On Wednesday, Scotiabank adjusted its outlook on Clean Energy Fuels Corp (NASDAQ:CLNE), lowering the price target to $6.00 from the previous $7.00. Despite the reduction, the firm maintained its Sector Outperform rating for the company.
The analyst believes that the fourth-quarter results of 2023 will not significantly affect the share price in the short term. The company's adjusted EBITDA surpassed consensus expectations, which was partially attributed to insurance proceeds from an LNG plant incident, a factor that may not be fully valued by the market.

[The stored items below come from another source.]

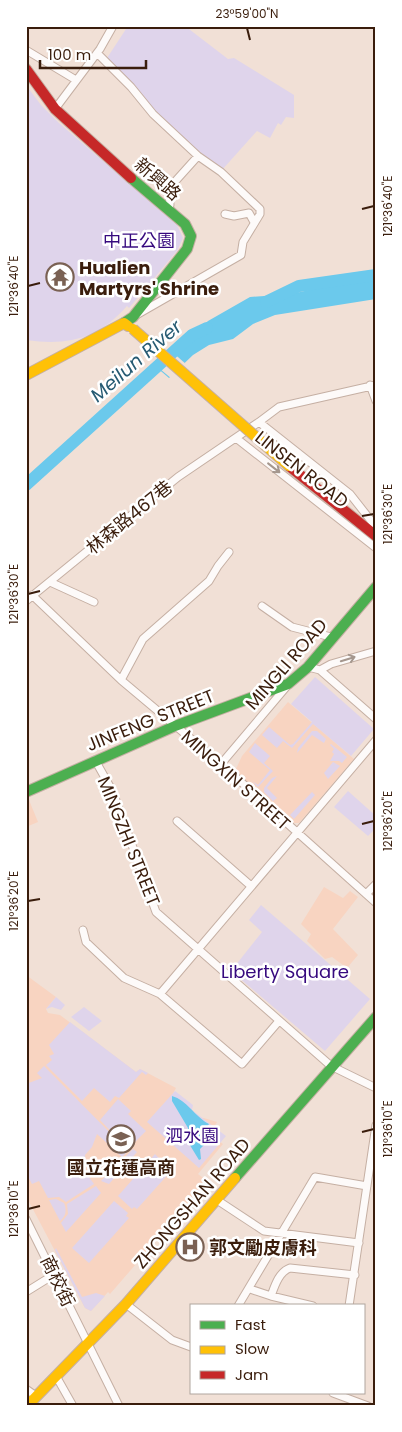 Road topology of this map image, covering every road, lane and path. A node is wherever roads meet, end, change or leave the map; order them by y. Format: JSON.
{"nodes":[{"id":1,"x":113,"y":26,"type":"edge"},
{"id":2,"x":26,"y":50,"type":"edge"},
{"id":3,"x":97,"y":53,"type":"junction"},
{"id":4,"x":26,"y":69,"type":"edge"},
{"id":5,"x":76,"y":80,"type":"junction"},
{"id":6,"x":55,"y":109,"type":"junction"},
{"id":7,"x":198,"y":156,"type":"junction"},
{"id":8,"x":167,"y":209,"type":"junction"},
{"id":9,"x":225,"y":214,"type":"dead end"},
{"id":10,"x":254,"y":222,"type":"junction"},
{"id":11,"x":128,"y":320,"type":"junction"},
{"id":12,"x":26,"y":375,"type":"edge"},
{"id":13,"x":373,"y":385,"type":"edge"},
{"id":14,"x":376,"y":401,"type":"edge"},
{"id":15,"x":259,"y":422,"type":"junction"},
{"id":16,"x":236,"y":438,"type":"junction"},
{"id":17,"x":376,"y":527,"type":"edge"},
{"id":18,"x":376,"y":536,"type":"edge"},
{"id":19,"x":376,"y":548,"type":"edge"},
{"id":20,"x":229,"y":552,"type":"dead end"},
{"id":21,"x":50,"y":582,"type":"junction"},
{"id":22,"x":376,"y":587,"type":"edge"},
{"id":23,"x":29,"y":598,"type":"edge"},
{"id":24,"x":94,"y":602,"type":"dead end"},
{"id":25,"x":262,"y":606,"type":"dead end"},
{"id":26,"x":331,"y":637,"type":"junction"},
{"id":27,"x":376,"y":651,"type":"edge"},
{"id":28,"x":308,"y":667,"type":"junction"},
{"id":29,"x":320,"y":670,"type":"junction"},
{"id":30,"x":121,"y":680,"type":"junction"},
{"id":31,"x":288,"y":684,"type":"junction"},
{"id":32,"x":376,"y":719,"type":"edge"},
{"id":33,"x":175,"y":726,"type":"junction"},
{"id":34,"x":376,"y":740,"type":"edge"},
{"id":35,"x":95,"y":760,"type":"junction"},
{"id":36,"x":221,"y":764,"type":"junction"},
{"id":37,"x":26,"y":792,"type":"edge"},
{"id":38,"x":177,"y":821,"type":"dead end"},
{"id":39,"x":297,"y":834,"type":"junction"},
{"id":40,"x":376,"y":884,"type":"edge"},
{"id":41,"x":252,"y":886,"type":"junction"},
{"id":42,"x":366,"y":894,"type":"junction"},
{"id":43,"x":376,"y":903,"type":"edge"},
{"id":44,"x":83,"y":930,"type":"dead end"},
{"id":45,"x":198,"y":952,"type":"junction"},
{"id":46,"x":160,"y":994,"type":"junction"},
{"id":47,"x":376,"y":1017,"type":"edge"},
{"id":48,"x":279,"y":1021,"type":"junction"},
{"id":49,"x":330,"y":1066,"type":"junction"},
{"id":50,"x":376,"y":1088,"type":"edge"},
{"id":51,"x":376,"y":1125,"type":"edge"},
{"id":52,"x":368,"y":1186,"type":"junction"},
{"id":53,"x":217,"y":1200,"type":"junction"},
{"id":54,"x":26,"y":1219,"type":"edge"},
{"id":55,"x":281,"y":1233,"type":"junction"},
{"id":56,"x":359,"y":1243,"type":"junction"},
{"id":57,"x":55,"y":1274,"type":"junction"},
{"id":58,"x":355,"y":1275,"type":"junction"},
{"id":59,"x":250,"y":1288,"type":"junction"},
{"id":60,"x":26,"y":1292,"type":"edge"},
{"id":61,"x":271,"y":1296,"type":"junction"},
{"id":62,"x":126,"y":1304,"type":"junction"},
{"id":63,"x":239,"y":1304,"type":"edge"},
{"id":64,"x":305,"y":1304,"type":"edge"},
{"id":65,"x":349,"y":1304,"type":"edge"},
{"id":66,"x":88,"y":1342,"type":"junction"},
{"id":67,"x":190,"y":1347,"type":"edge"},
{"id":68,"x":56,"y":1376,"type":"junction"},
{"id":69,"x":26,"y":1390,"type":"edge"},
{"id":70,"x":344,"y":1395,"type":"edge"},
{"id":71,"x":36,"y":1396,"type":"junction"},
{"id":72,"x":27,"y":1406,"type":"edge"},
{"id":73,"x":73,"y":1406,"type":"edge"},
{"id":74,"x":119,"y":1406,"type":"edge"},
{"id":75,"x":343,"y":1406,"type":"edge"},
{"id":76,"x":368,"y":1406,"type":"edge"}],
"edges":[{"from":1,"to":3,"type":"street"},
{"from":2,"to":5,"type":"street"},
{"from":3,"to":5,"type":"street"},
{"from":3,"to":7,"type":"street"},
{"from":4,"to":6,"type":"street","name":"新興路"},
{"from":5,"to":6,"type":"street"},
{"from":6,"to":8,"type":"street","name":"新興路"},
{"from":7,"to":8,"type":"street"},
{"from":7,"to":10,"type":"street"},
{"from":8,"to":11,"type":"street","name":"新興路"},
{"from":9,"to":10,"type":"street"},
{"from":10,"to":11,"type":"street"},
{"from":11,"to":12,"type":"street"},
{"from":11,"to":18,"type":"street","name":"LINSEN ROAD","bridge":true},
{"from":13,"to":14,"type":"street"},
{"from":13,"to":15,"type":"street"},
{"from":15,"to":16,"type":"street","name":"LINSEN ROAD"},
{"from":15,"to":17,"type":"street","name":"LINSEN ROAD"},
{"from":16,"to":19,"type":"street","name":"LINSEN ROAD","one_way":true},
{"from":16,"to":21,"type":"street","name":"林森路467巷"},
{"from":20,"to":30,"type":"street"},
{"from":21,"to":23,"type":"street","name":"林森路467巷"},
{"from":21,"to":24,"type":"street"},
{"from":22,"to":26,"type":"street","name":"MINGLI ROAD"},
{"from":23,"to":30,"type":"street","name":"MINGXIN STREET"},
{"from":25,"to":26,"type":"street"},
{"from":26,"to":28,"type":"street","name":"MINGLI ROAD"},
{"from":29,"to":27,"type":"street","one_way":true},
{"from":28,"to":29,"type":"street"},
{"from":28,"to":31,"type":"street","name":"MINGLI ROAD"},
{"from":29,"to":32,"type":"street"},
{"from":30,"to":33,"type":"street","name":"MINGXIN STREET"},
{"from":31,"to":33,"type":"street","name":"JINFENG STREET"},
{"from":31,"to":36,"type":"street","name":"MINGLI ROAD"},
{"from":33,"to":35,"type":"street","name":"JINFENG STREET"},
{"from":33,"to":36,"type":"street","name":"MINGXIN STREET"},
{"from":34,"to":39,"type":"street"},
{"from":35,"to":37,"type":"street","name":"JINFENG STREET"},
{"from":35,"to":45,"type":"street","name":"MINGZHI STREET"},
{"from":36,"to":39,"type":"street","name":"MINGXIN STREET"},
{"from":38,"to":41,"type":"street"},
{"from":39,"to":41,"type":"street"},
{"from":39,"to":42,"type":"street","name":"MINGXIN STREET"},
{"from":40,"to":42,"type":"street"},
{"from":41,"to":45,"type":"street"},
{"from":42,"to":43,"type":"street","name":"MINGXIN STREET"},
{"from":44,"to":46,"type":"street"},
{"from":45,"to":46,"type":"street"},
{"from":45,"to":48,"type":"street","name":"MINGZHI STREET"},
{"from":46,"to":48,"type":"street"},
{"from":47,"to":49,"type":"street","name":"ZHONGSHAN ROAD"},
{"from":48,"to":49,"type":"street","name":"MINGZHI STREET"},
{"from":49,"to":50,"type":"street","name":"MINGZHI STREET"},
{"from":49,"to":53,"type":"street","name":"ZHONGSHAN ROAD"},
{"from":51,"to":52,"type":"street"},
{"from":52,"to":55,"type":"street"},
{"from":52,"to":56,"type":"street"},
{"from":53,"to":55,"type":"street"},
{"from":53,"to":62,"type":"street","name":"ZHONGSHAN ROAD"},
{"from":54,"to":57,"type":"street","name":"商校街"},
{"from":55,"to":56,"type":"street"},
{"from":55,"to":59,"type":"street"},
{"from":56,"to":58,"type":"street"},
{"from":57,"to":60,"type":"street"},
{"from":57,"to":66,"type":"street","name":"商校街"},
{"from":58,"to":61,"type":"street"},
{"from":58,"to":65,"type":"street"},
{"from":59,"to":61,"type":"street"},
{"from":59,"to":63,"type":"street"},
{"from":61,"to":64,"type":"street"},
{"from":62,"to":66,"type":"street","name":"ZHONGSHAN ROAD"},
{"from":62,"to":67,"type":"street"},
{"from":66,"to":68,"type":"street","name":"ZHONGSHAN ROAD"},
{"from":66,"to":74,"type":"street","name":"商校街"},
{"from":68,"to":71,"type":"street","name":"ZHONGSHAN ROAD"},
{"from":68,"to":73,"type":"street"},
{"from":69,"to":71,"type":"street"},
{"from":70,"to":75,"type":"street"},
{"from":70,"to":76,"type":"street"},
{"from":71,"to":72,"type":"street","name":"ZHONGSHAN ROAD"}]}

In the recent earnings report, Clean Energy Fuels (TSX:EFR) provided a new level of detail by separating adjusted EBITDA for its fuel distribution and RNG (renewable natural gas) production segments. This move highlighted the contrast between the two divisions, with fuel distribution forecasted to generate approximately $79 million in EBITDA in 2024. In contrast, RNG production is expected to have a negative impact, contributing around negative $12 million.
The added transparency in financial reporting is anticipated to enhance the market's understanding of Clean Energy Fuels' operations. The analyst noted the reasonable 9-12 month ramp-up period for RNG projects, suggesting that current industry forecasts might not have fully accounted for this timeframe, potentially leading to adjustments in 2024 estimates.
Finally, the analyst suggested that there could be potential for guidance to exceed expectations. This optimism is based on the possibility of improved Low Carbon Fuel Standard (LCFS) prices, which could surpass the company's conservative assumption in the low $60s.